Anglo-Australian pastoralist and politician

Joseph Fleming (6 January 1811 - 23 September 1891) was an Australian born pastoralist and politician who was a Member of the Queensland Legislative Assembly. He was an important pioneering figure in the British pastoral colonisation of the Gwydir River, Balonne River and Warrego River regions.

==Early life==
Fleming was born in 1811 to parents Henry Fleming and Elizabeth Hall. The Halls and the Flemings were some of the first British families to take up land in the Hawkesbury River region of the British colony of New South Wales. Although Fleming's father was a significant landowner along the Hawkesbury, he also had many convictions for assault and liquor offences. Fleming's uncle was Thomas Simpson Hall, who was a notable squatter pastoralist in the northern regions of the colony.

Like his father, Fleming became a farmer and an innkeeper, and in 1830 he received a grant of land along the Macdonald River to the north of the Hawkesbury.
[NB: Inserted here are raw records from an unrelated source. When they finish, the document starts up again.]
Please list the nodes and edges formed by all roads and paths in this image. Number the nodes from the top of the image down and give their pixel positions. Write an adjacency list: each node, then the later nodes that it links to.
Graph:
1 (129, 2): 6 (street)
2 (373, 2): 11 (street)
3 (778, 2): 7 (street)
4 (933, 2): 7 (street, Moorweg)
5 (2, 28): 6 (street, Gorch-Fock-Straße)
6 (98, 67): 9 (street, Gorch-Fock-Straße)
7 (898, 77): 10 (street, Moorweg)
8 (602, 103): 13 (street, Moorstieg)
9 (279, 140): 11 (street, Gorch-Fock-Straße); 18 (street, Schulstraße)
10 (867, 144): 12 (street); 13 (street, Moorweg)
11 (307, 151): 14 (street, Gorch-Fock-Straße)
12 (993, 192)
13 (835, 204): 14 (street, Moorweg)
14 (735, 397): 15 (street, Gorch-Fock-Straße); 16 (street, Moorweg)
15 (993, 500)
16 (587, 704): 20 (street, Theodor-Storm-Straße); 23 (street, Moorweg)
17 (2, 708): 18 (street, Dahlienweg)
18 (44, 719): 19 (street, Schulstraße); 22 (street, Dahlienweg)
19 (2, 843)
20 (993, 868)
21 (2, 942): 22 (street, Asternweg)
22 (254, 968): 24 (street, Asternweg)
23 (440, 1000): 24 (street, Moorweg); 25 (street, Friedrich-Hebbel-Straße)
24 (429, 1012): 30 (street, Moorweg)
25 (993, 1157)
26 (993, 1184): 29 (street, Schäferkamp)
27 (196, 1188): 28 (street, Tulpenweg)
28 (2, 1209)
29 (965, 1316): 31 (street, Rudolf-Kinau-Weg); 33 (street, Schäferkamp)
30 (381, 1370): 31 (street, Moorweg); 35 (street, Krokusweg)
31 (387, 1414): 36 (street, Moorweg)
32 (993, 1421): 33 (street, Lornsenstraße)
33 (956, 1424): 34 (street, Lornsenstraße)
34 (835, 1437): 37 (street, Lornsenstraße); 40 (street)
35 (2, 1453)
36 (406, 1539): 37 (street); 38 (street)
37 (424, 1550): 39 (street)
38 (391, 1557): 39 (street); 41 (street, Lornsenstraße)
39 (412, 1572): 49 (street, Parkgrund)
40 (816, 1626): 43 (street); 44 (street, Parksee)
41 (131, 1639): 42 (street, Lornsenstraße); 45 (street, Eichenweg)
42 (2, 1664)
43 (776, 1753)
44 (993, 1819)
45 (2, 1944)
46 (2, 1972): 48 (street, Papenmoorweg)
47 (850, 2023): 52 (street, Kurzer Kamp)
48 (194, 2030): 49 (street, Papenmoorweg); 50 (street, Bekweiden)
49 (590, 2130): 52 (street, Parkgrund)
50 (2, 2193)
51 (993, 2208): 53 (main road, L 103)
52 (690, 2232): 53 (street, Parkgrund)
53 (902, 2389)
In 1831, he married Phoebe McGinnis. In 1836, he joined the police force as a constable at Windsor, New South Wales, but was dismissed within a year.

==Squatter, grazier and chief constable==
Fleming was very close to his uncle, Thomas Simpson Hall, they being of similar age and having married sisters of the same McGinnis family. Hall had been instrumental in establishing the Hall family's Dartbrook and Gundebri properties in the Upper Hunter River region. In the mid-1830s, Hall with the help of Fleming, expanded his family's pastoral assets by appropriating large segments of land along the upper Namoi River at Cuerindi and Mundowey, near the modern day town of Manilla.

In 1837, Fleming with his brother John Henry Fleming, took up land on the Mehi River naming their run 'Mungie Bundie'. Hall, continuing his close association with Fleming, took up a neighbouring run which he called 'Weebollabolla'. These holdings were located only a few miles from what is now the modern day town of Moree. Brutal frontier conflict with the local Gamilaraay people around 'Mungie Bundie' followed their arrival. Fleming left his brother John in charge of the run, who became well known for conducting armed raids against "the blacks", and was the leader of the gang that, in 1838, perpetrated the Myall Creek massacre. John was able to avoid arrest by fleeing the region but one of Fleming's 'Mungie Bundie' stockmen who participated in the massacre, Edward Foley, was later hanged for his involvement in the crime.

Despite the massacre, Joseph Fleming was able to maintain his pastoral interests in the area. In 1839, he led a group in the capture of bushranger "Gentleman Dick" and his gang, who had attempted to shoot Fleming and rob his 'Mungie Bundie' station. He soon after returned to the Hawkesbury region where he was appointed to the role of district chief constable of the police force even though his brother was still a high-profile wanted felon. He remained with the police until 1848, being the chief constable at Wollombi and then Molong.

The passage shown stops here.